_Work order_
Find every line in the records below that holds the word "Vikram" and copy it.
START Excerpted records
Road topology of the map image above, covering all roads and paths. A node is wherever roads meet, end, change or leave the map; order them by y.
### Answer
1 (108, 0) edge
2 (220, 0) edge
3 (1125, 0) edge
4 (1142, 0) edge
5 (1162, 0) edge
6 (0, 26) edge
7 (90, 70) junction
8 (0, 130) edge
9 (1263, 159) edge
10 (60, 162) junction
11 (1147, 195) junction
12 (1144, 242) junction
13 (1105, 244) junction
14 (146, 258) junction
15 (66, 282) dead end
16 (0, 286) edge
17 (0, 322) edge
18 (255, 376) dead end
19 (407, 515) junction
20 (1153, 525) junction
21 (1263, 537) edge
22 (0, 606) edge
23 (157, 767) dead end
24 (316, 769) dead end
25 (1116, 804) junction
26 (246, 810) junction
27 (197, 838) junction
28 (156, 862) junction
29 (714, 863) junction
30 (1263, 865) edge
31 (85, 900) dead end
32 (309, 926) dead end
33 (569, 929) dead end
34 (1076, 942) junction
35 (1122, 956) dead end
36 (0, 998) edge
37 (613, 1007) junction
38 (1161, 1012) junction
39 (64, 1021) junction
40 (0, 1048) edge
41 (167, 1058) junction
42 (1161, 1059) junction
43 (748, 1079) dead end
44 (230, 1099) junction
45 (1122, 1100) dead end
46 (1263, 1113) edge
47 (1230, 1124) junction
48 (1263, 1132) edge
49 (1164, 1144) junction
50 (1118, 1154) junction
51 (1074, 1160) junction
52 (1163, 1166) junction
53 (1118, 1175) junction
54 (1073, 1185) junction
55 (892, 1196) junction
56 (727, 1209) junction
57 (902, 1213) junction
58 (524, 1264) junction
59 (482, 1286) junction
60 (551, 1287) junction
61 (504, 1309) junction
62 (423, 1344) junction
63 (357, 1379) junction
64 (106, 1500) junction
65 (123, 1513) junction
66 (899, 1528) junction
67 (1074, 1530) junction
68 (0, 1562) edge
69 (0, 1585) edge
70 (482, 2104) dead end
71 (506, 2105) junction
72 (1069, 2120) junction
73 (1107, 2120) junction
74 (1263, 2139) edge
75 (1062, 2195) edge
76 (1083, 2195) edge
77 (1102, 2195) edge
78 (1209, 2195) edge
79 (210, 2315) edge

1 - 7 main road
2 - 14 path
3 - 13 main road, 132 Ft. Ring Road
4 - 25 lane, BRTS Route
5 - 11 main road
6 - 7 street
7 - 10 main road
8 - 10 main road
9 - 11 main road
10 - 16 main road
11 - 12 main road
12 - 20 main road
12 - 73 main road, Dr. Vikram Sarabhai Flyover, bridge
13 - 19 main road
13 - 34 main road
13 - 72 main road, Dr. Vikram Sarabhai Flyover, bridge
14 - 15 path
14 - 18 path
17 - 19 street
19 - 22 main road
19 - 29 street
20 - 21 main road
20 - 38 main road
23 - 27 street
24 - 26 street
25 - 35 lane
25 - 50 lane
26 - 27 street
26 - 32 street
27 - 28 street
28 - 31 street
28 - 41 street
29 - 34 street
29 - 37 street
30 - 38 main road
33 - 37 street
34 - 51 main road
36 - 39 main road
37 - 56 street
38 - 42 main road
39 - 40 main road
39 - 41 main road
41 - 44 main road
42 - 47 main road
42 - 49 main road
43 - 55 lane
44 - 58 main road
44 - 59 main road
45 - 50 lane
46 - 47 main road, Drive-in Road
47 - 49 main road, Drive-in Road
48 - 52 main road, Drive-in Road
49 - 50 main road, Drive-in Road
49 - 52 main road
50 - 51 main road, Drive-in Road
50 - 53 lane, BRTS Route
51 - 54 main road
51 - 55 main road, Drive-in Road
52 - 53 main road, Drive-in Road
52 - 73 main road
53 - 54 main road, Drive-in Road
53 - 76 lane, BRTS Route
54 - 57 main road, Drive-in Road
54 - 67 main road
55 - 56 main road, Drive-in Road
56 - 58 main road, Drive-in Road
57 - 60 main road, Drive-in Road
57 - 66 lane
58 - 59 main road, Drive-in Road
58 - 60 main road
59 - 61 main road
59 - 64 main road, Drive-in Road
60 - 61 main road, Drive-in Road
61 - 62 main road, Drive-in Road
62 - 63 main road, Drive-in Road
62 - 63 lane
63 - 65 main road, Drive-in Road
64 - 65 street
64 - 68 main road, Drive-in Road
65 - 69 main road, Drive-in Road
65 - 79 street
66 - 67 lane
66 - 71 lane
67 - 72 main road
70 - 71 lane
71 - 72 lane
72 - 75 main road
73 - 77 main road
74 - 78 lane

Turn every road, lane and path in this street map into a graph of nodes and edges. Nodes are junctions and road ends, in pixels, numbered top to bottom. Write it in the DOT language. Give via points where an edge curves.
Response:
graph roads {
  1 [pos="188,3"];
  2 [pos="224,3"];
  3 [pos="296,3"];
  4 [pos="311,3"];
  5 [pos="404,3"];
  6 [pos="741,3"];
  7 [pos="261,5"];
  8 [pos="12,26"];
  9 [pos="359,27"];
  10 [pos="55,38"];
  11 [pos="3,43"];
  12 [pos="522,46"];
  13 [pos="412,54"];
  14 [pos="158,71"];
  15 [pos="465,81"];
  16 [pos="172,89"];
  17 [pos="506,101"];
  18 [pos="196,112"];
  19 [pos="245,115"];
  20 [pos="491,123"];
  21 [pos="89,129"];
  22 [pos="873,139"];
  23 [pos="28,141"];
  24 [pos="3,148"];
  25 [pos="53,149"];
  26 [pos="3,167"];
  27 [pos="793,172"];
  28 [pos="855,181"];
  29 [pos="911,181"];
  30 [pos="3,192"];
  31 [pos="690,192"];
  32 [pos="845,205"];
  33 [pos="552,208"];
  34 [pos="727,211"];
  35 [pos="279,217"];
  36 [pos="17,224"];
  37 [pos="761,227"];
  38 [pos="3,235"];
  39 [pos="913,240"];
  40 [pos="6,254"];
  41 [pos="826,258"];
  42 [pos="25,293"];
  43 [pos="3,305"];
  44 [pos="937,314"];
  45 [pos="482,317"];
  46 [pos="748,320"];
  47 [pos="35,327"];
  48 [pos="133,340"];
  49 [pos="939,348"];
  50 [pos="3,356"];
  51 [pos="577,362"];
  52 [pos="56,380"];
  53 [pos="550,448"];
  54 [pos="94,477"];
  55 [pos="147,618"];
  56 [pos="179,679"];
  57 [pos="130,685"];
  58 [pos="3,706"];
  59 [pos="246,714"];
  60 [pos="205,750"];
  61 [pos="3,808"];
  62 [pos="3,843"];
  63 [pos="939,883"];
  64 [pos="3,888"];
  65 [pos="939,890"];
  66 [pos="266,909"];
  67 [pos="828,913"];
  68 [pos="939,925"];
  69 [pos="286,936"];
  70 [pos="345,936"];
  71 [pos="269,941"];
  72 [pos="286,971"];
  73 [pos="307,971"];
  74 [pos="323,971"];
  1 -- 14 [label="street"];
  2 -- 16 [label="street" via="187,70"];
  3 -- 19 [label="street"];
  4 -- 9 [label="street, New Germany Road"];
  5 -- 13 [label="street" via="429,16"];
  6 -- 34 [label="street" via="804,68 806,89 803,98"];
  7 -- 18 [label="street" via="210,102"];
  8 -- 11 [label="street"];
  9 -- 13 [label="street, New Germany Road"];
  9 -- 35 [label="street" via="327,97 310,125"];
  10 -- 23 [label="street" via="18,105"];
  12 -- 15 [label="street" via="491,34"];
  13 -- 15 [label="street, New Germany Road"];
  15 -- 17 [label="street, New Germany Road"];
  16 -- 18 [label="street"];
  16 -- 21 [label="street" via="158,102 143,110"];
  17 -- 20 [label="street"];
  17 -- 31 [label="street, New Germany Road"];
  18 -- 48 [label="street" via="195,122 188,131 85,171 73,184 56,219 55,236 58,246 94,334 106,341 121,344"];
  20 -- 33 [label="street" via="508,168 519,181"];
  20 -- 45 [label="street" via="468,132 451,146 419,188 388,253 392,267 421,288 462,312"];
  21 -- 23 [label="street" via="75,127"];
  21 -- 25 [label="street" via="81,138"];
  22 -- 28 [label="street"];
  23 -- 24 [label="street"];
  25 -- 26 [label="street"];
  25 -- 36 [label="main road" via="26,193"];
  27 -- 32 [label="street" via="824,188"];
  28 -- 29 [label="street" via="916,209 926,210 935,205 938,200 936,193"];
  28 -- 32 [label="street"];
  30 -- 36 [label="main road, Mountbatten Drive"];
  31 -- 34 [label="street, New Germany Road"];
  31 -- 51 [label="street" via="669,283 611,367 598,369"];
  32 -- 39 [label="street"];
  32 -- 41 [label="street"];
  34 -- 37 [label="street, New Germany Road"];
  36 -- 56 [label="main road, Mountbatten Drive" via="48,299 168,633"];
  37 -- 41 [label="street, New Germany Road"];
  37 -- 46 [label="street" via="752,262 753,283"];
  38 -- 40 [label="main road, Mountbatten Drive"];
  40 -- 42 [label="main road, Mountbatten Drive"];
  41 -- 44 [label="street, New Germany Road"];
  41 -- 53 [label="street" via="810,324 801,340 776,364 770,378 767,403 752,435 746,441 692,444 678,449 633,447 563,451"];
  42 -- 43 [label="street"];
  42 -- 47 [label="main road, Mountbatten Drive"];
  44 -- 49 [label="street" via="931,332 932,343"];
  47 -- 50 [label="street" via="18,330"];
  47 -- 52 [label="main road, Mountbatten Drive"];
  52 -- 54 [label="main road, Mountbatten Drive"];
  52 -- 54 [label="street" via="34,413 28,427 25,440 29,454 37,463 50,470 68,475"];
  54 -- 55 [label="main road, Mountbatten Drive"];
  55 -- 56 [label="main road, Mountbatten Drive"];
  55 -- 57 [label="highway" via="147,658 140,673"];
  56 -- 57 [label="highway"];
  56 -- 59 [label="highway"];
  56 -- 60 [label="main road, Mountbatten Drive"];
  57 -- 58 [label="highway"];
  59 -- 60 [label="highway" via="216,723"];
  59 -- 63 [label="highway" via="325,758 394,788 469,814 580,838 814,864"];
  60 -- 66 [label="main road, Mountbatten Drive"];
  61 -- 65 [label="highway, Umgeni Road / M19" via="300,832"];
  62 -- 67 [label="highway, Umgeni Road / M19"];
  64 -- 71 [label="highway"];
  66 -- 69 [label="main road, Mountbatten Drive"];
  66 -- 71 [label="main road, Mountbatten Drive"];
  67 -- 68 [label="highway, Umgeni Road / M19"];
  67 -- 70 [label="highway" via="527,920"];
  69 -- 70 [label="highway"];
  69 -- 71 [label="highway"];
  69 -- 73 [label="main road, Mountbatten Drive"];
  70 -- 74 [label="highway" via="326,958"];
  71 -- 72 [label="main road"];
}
END Excerpted records
_Exercise response_
12 - 73 main road, Dr. Vikram Sarabhai Flyover, bridge
13 - 72 main road, Dr. Vikram Sarabhai Flyover, bridge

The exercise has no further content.